======== Material for the task ========

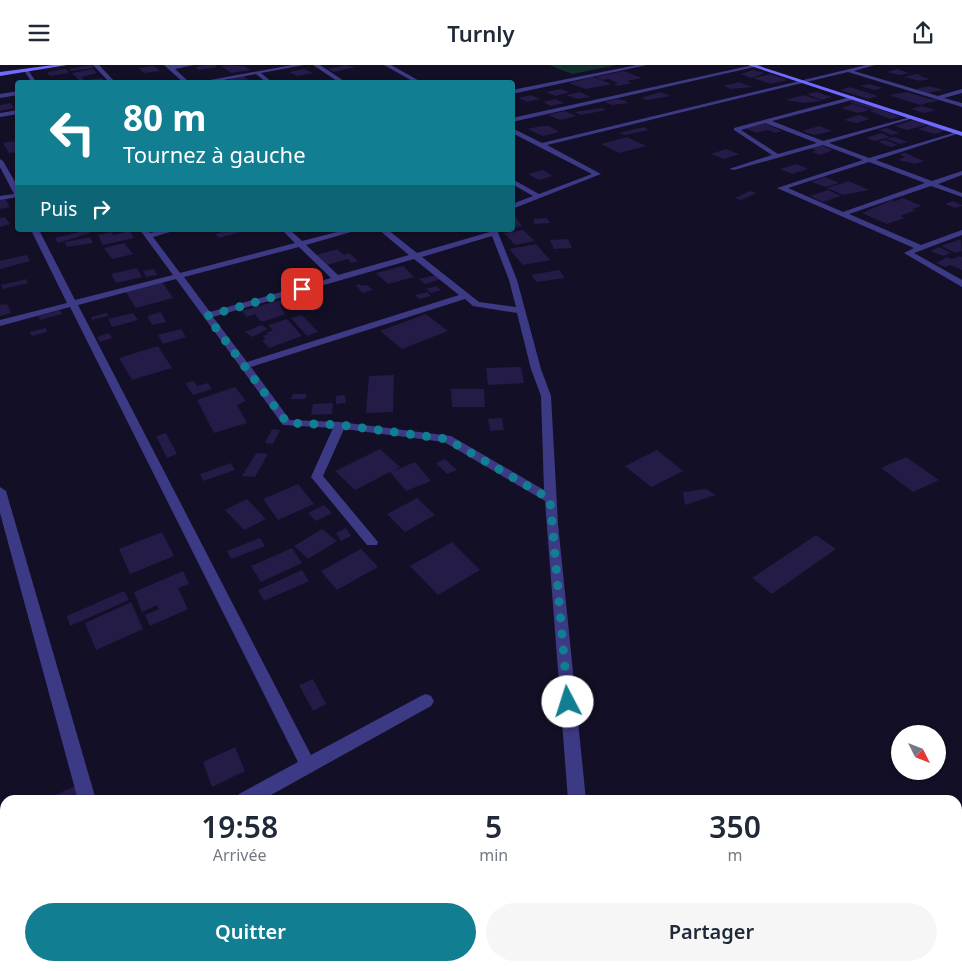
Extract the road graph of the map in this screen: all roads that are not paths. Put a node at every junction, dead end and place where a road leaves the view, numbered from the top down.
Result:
1 (64, 65) edge
2 (96, 65) edge
3 (191, 65) edge
4 (301, 65) edge
5 (316, 65) edge
6 (387, 65) edge
7 (644, 65) edge
8 (755, 65) edge
9 (872, 65) edge
10 (50, 66) edge
11 (169, 67) edge
12 (26, 71) junction
13 (848, 71) junction
14 (256, 72) junction
15 (0, 75) edge
16 (33, 80) edge
17 (111, 80) edge
18 (184, 80) edge
19 (212, 80) edge
20 (267, 80) edge
21 (340, 80) edge
22 (415, 80) edge
23 (802, 82) junction
24 (515, 91) edge
25 (962, 91) edge
26 (15, 94) edge
27 (0, 96) edge
28 (854, 98) junction
29 (938, 98) junction
30 (962, 105) edge
31 (15, 112) edge
32 (0, 115) edge
33 (912, 117) junction
34 (515, 119) edge
35 (765, 121) junction
36 (515, 132) edge
37 (960, 133) edge
38 (823, 143) junction
39 (540, 145) junction
40 (777, 156) junction
41 (869, 160) junction
42 (0, 161) edge
43 (732, 169) dead end
44 (962, 173) edge
45 (515, 183) edge
46 (931, 184) junction
47 (15, 191) edge
48 (15, 195) edge
49 (962, 195) edge
50 (539, 197) junction
51 (0, 198) edge
52 (515, 206) edge
53 (843, 214) junction
54 (36, 232) edge
55 (288, 232) edge
56 (346, 232) edge
57 (386, 232) edge
58 (494, 232) edge
59 (146, 233) edge
60 (961, 233) edge
61 (301, 244) junction
62 (921, 248) junction
63 (416, 256) junction
64 (178, 276) junction
65 (337, 279) junction
66 (962, 284) edge
67 (466, 296) junction
68 (73, 304) junction
69 (521, 311) junction
70 (207, 316) junction
71 (0, 323) edge
72 (244, 366) junction
73 (340, 425) junction
74 (0, 491) edge
75 (550, 499) junction
76 (372, 542) dead end
77 (426, 701) dead end
78 (308, 766) junction
79 (86, 795) edge
80 (254, 795) edge
81 (577, 795) edge

1 - 10 street
2 - 17 street
3 - 11 street
4 - 14 street
5 - 21 street
6 - 22 street
7 - 24 street
8 - 23 street
8 - 34 street
9 - 13 street
10 - 12 street
11 - 18 street
12 - 15 street
12 - 16 street
13 - 23 street
13 - 29 street
14 - 19 street
14 - 20 street
23 - 28 street
23 - 39 street
25 - 29 street
26 - 27 street
28 - 33 street
28 - 35 street
29 - 30 street
31 - 32 street
33 - 37 street
33 - 38 street
35 - 38 street
35 - 40 street
36 - 39 street
37 - 41 street
38 - 40 street
38 - 41 street
39 - 50 street
40 - 43 street
41 - 46 street
41 - 53 street
42 - 47 street
44 - 46 street
45 - 50 street
46 - 49 street
46 - 53 street
48 - 51 street
50 - 52 street
53 - 62 street
54 - 68 street
55 - 61 street
56 - 61 street
57 - 63 street
58 - 63 street
58 - 69 street
59 - 64 street
60 - 62 street
61 - 64 street
61 - 65 street
62 - 66 street
63 - 65 street
63 - 67 street
64 - 68 street
64 - 70 street
65 - 70 street
67 - 69 street
67 - 72 street
68 - 71 street
68 - 78 street
69 - 75 street
70 - 72 street
72 - 73 street
73 - 75 street
73 - 76 street
74 - 79 street
75 - 81 street
77 - 78 street
78 - 80 street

========

— Task description —
Wherever the word "dead" occurs in the data, copy that whole line.

— Answer for this exercise —
Extract the road graph of the map in this screen: all roads that are not paths. Put a node at every junction, dead end and place where a road leaves the view, numbered from the top down.
43 (732, 169) dead end
76 (372, 542) dead end
77 (426, 701) dead end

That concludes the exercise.